_Aim of the exercise_
In the records below, find the line containing "ring tip: (1023, 945)"; give it again exactly, along with every line that follows, and nothing else.

----------------

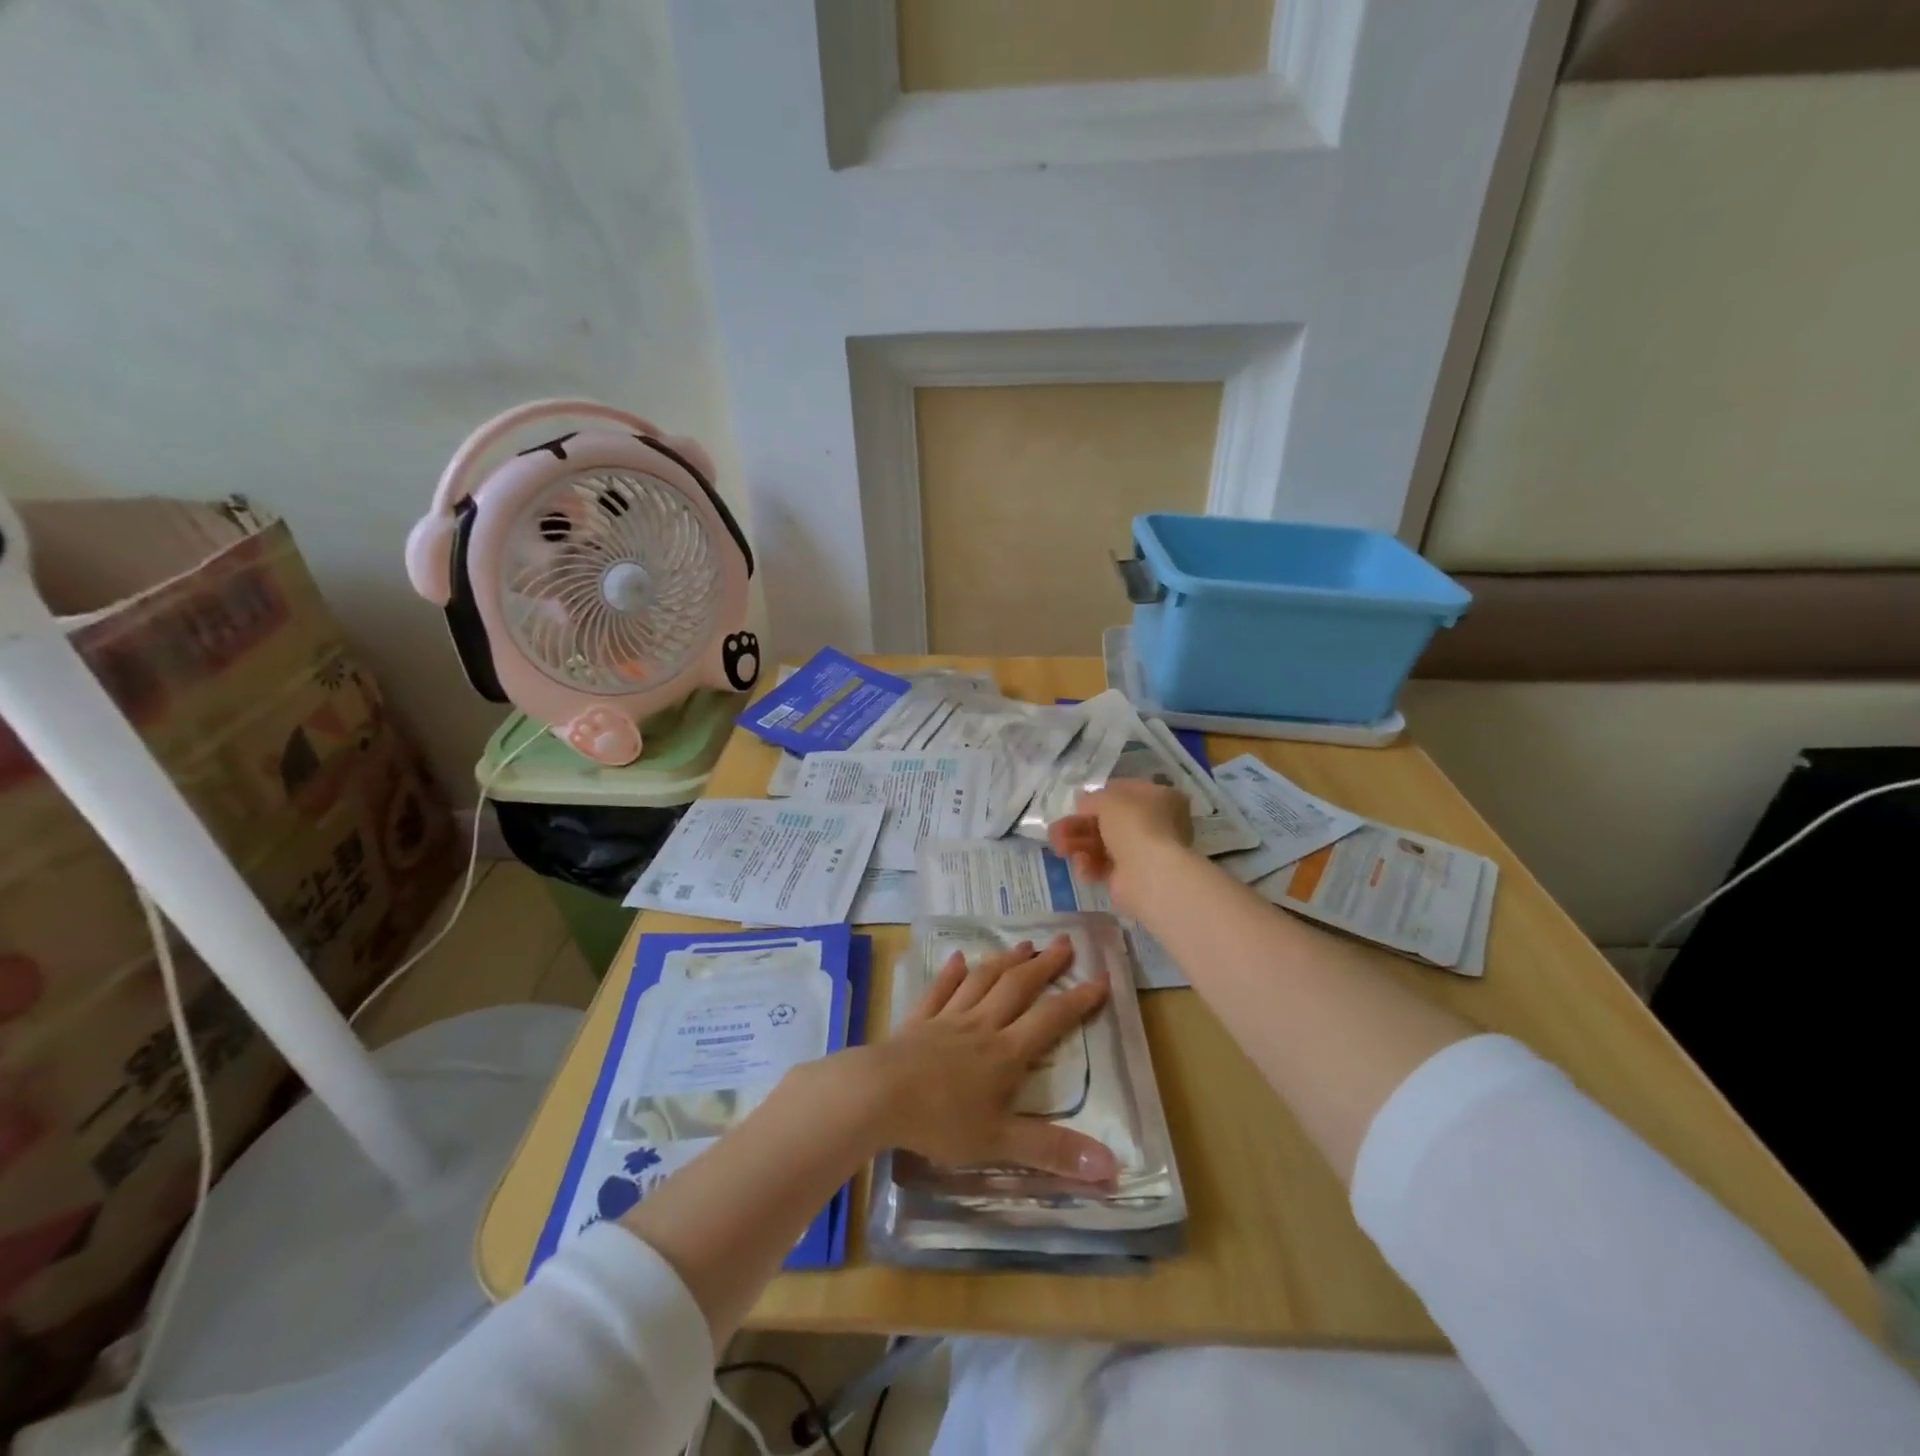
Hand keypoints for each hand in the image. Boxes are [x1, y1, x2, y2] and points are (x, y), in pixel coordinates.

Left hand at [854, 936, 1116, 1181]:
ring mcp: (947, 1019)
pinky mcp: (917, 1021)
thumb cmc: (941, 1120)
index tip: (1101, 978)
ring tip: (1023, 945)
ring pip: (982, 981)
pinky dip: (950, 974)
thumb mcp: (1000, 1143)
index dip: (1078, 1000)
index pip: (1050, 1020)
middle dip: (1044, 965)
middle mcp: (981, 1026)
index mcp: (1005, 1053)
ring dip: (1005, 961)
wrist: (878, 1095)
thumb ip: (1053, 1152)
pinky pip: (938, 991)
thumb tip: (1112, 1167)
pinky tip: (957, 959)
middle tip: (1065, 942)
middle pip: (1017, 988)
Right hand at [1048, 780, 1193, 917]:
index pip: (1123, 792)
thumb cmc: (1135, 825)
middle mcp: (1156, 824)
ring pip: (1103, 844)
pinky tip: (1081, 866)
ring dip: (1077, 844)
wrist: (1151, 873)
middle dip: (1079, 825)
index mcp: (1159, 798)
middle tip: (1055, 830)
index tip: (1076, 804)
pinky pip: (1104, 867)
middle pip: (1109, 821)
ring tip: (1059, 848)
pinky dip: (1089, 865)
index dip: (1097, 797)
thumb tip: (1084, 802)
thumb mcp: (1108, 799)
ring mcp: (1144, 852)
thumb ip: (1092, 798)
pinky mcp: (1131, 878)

----------------

_Exercise answer_
ring tip: (1023, 945)
ring pip: (982, 981)
pinky dip: (950, 974)
thumb mcp: (1000, 1143)
index dip: (1078, 1000)
index pip: (1050, 1020)
middle dip: (1044, 965)
middle mcp: (981, 1026)
index mcp: (1005, 1053)
ring dip: (1005, 961)
wrist: (878, 1095)
thumb ip: (1053, 1152)
pinky pip: (938, 991)
thumb tip: (1112, 1167)
pinky tip: (957, 959)
middle tip: (1065, 942)
middle pip: (1017, 988)
Right hand at [1048, 780, 1193, 917]:
index pip: (1123, 792)
thumb cmc: (1135, 825)
middle mcp: (1156, 824)
ring pip: (1103, 844)
pinky tip: (1081, 866)
ring dip: (1077, 844)
wrist: (1151, 873)
middle dip: (1079, 825)
index mcp: (1159, 798)
middle tip: (1055, 830)
index tip: (1076, 804)
pinky pip: (1104, 867)
middle pip: (1109, 821)
ring tip: (1059, 848)
pinky dip: (1089, 865)
index dip: (1097, 797)
thumb tip: (1084, 802)
thumb mcp: (1108, 799)
ring mcp: (1144, 852)
thumb ip: (1092, 798)
pinky mcp: (1131, 878)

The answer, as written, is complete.